Goal of the exercise –
Each line in the records below that has the word "Parkway" should be copied.

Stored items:

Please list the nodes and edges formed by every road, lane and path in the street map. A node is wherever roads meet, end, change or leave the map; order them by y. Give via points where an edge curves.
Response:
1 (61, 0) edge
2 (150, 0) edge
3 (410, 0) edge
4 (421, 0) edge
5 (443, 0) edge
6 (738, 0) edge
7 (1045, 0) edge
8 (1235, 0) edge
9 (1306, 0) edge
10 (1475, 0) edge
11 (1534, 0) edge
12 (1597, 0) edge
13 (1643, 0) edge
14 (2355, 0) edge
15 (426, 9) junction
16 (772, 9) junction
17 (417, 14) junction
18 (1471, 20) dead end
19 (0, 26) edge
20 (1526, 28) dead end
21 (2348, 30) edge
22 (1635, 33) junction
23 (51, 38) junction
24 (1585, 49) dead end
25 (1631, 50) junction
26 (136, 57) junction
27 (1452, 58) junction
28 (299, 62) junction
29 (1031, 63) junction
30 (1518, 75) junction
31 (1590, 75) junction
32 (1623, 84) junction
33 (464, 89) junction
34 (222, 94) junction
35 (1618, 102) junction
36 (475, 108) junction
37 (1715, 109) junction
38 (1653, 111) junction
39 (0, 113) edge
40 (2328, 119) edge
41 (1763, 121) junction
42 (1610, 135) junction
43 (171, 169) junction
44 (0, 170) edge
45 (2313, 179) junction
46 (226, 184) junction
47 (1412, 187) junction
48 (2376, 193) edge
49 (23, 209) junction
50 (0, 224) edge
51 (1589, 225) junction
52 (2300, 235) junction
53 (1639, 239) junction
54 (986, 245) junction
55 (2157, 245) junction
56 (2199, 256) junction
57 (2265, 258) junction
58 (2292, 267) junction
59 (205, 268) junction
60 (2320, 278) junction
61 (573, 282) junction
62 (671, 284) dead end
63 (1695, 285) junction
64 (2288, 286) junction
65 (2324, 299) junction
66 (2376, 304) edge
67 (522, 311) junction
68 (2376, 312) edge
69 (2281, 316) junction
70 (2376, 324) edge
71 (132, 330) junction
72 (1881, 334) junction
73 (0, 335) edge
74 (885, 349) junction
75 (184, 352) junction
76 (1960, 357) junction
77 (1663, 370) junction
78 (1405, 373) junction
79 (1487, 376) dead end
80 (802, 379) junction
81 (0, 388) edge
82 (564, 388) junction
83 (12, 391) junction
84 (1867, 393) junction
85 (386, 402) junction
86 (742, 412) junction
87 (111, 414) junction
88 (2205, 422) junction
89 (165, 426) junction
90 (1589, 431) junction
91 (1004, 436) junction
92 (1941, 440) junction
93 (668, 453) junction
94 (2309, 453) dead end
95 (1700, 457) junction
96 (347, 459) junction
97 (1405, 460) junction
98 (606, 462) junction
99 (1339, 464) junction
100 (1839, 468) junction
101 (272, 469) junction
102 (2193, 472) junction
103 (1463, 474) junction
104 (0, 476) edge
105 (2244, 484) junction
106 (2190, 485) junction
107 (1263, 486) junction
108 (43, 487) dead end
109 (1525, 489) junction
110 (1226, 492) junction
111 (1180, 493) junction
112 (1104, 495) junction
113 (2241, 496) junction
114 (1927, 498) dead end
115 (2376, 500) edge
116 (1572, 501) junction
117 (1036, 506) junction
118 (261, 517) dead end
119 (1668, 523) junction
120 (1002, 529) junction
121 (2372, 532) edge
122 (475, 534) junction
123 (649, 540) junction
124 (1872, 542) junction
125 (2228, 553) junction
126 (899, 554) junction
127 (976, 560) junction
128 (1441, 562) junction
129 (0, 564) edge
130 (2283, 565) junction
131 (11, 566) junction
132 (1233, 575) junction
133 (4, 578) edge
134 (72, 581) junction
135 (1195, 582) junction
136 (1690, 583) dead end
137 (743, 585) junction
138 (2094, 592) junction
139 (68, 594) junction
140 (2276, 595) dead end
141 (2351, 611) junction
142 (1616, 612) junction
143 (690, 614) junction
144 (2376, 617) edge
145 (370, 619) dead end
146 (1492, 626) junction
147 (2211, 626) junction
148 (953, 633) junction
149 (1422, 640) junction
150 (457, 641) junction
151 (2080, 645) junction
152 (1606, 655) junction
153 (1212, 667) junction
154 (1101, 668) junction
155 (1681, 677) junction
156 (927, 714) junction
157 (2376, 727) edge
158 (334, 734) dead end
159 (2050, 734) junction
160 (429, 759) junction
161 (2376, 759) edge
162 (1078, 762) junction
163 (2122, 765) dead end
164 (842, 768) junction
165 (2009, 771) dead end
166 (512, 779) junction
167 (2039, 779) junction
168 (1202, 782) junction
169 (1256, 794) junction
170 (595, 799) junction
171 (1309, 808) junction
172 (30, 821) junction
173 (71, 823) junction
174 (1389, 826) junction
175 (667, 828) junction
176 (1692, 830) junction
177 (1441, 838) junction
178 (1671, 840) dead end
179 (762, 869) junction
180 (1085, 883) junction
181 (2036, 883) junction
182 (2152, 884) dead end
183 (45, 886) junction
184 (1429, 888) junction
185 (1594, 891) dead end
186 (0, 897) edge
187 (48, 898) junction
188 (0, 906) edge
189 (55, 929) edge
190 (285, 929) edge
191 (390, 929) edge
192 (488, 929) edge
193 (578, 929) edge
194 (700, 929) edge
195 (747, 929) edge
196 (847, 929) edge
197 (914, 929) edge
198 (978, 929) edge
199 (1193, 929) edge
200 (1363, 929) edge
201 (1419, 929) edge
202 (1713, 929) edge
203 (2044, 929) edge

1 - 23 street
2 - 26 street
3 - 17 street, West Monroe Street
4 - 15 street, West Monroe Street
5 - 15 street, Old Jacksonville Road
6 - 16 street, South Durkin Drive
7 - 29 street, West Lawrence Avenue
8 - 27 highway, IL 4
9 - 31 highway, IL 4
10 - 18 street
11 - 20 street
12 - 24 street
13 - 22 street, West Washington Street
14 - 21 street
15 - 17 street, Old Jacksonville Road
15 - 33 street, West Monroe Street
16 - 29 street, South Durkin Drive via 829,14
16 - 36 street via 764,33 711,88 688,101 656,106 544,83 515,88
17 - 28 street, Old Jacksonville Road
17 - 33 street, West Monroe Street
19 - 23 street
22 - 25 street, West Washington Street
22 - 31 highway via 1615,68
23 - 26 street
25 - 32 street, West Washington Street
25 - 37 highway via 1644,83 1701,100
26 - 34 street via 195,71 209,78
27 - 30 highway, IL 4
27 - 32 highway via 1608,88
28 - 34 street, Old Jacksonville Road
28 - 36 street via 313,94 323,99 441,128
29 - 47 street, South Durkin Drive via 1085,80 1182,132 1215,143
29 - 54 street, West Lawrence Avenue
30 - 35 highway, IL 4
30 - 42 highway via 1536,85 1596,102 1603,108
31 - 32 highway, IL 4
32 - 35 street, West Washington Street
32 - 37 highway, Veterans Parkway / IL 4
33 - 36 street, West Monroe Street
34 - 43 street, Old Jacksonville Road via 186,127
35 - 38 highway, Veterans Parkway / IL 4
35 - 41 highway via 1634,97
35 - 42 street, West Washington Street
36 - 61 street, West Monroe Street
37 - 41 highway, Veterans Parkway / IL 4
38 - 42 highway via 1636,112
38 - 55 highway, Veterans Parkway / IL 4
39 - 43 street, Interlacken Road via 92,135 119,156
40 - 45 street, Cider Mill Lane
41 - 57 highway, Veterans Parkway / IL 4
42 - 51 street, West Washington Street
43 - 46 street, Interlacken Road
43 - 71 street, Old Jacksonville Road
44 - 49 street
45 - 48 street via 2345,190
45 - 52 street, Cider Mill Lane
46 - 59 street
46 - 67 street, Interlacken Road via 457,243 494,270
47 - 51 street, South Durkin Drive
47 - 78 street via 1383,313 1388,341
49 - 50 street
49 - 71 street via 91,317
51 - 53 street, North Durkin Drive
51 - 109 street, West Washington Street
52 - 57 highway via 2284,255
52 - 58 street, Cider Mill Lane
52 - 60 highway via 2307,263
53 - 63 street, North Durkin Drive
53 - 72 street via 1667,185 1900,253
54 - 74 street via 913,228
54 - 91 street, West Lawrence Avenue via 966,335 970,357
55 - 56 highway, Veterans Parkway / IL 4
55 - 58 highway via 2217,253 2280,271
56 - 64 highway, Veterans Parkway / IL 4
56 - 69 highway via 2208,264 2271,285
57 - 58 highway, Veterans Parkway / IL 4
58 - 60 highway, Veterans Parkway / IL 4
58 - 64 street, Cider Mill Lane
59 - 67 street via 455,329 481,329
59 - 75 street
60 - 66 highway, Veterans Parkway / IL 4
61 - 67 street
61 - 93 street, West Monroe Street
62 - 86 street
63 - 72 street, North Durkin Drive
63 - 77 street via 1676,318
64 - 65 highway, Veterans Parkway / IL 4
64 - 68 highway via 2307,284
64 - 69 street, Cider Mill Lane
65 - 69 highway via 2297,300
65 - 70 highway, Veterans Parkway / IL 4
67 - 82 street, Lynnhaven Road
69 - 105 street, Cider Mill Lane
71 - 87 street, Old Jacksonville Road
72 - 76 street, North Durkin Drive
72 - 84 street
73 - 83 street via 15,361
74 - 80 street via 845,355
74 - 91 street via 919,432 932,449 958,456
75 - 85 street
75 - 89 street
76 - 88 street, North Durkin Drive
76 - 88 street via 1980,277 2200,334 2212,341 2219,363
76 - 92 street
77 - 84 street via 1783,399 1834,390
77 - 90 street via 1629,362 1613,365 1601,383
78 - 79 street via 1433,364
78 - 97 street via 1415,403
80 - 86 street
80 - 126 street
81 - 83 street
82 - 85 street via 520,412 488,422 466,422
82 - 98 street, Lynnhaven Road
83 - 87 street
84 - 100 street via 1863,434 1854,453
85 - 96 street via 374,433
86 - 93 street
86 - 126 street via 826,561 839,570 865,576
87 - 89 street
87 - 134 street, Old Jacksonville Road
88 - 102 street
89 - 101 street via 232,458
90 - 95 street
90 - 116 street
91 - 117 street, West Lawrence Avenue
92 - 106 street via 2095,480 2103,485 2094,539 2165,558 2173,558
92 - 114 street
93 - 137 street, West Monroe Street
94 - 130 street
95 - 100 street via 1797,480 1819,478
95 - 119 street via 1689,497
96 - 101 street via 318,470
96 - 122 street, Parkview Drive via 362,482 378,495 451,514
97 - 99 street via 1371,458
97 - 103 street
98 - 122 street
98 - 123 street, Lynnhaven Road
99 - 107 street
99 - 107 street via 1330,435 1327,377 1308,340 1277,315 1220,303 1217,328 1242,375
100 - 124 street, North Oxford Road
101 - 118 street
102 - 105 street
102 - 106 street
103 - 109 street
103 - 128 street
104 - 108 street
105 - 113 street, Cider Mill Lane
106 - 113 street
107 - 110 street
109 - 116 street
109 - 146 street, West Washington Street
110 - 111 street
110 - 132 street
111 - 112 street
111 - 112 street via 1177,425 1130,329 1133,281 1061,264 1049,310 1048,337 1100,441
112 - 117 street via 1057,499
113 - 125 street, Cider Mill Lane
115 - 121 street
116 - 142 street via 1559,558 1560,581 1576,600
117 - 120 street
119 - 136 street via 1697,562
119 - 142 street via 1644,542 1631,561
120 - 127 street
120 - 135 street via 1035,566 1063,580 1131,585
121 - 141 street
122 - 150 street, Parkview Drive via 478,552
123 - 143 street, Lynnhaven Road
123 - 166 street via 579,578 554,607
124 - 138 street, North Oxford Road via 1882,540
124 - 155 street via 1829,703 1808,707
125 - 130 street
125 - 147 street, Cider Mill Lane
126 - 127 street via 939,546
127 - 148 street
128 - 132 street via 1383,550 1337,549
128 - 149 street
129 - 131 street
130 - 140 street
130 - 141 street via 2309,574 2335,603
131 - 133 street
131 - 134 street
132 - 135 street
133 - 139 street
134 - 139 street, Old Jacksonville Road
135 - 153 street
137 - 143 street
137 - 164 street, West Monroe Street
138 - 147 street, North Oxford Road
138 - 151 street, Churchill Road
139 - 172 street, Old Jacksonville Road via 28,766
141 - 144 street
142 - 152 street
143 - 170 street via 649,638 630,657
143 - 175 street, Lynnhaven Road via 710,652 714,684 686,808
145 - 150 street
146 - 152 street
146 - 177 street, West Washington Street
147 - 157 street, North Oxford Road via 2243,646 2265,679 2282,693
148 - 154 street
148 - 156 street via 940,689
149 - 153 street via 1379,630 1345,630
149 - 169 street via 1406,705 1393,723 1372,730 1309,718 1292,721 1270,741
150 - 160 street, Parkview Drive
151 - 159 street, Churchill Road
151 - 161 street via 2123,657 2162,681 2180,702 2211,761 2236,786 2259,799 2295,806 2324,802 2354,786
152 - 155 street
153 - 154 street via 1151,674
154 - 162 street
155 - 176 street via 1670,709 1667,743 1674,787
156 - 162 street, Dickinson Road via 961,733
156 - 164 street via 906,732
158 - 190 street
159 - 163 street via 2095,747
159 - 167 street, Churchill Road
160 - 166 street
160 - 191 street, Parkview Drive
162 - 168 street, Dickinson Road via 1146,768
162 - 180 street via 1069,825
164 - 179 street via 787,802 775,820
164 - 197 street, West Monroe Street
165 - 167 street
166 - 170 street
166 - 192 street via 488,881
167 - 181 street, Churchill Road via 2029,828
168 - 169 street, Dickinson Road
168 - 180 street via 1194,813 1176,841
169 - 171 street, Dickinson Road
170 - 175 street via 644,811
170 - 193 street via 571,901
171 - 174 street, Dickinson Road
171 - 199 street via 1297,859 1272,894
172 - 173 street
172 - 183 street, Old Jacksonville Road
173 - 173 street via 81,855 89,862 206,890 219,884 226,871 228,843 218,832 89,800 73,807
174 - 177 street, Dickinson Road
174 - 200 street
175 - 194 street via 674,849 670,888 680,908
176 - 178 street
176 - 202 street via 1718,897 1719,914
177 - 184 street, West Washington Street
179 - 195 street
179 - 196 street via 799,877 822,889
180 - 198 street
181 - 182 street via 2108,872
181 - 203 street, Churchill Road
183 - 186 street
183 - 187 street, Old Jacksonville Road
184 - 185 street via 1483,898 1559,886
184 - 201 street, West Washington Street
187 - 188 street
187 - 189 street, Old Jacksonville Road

Written answer –
32 - 37 highway, Veterans Parkway / IL 4
35 - 38 highway, Veterans Parkway / IL 4
37 - 41 highway, Veterans Parkway / IL 4
38 - 55 highway, Veterans Parkway / IL 4
41 - 57 highway, Veterans Parkway / IL 4
55 - 56 highway, Veterans Parkway / IL 4
56 - 64 highway, Veterans Parkway / IL 4
57 - 58 highway, Veterans Parkway / IL 4
58 - 60 highway, Veterans Parkway / IL 4
60 - 66 highway, Veterans Parkway / IL 4
64 - 65 highway, Veterans Parkway / IL 4
65 - 70 highway, Veterans Parkway / IL 4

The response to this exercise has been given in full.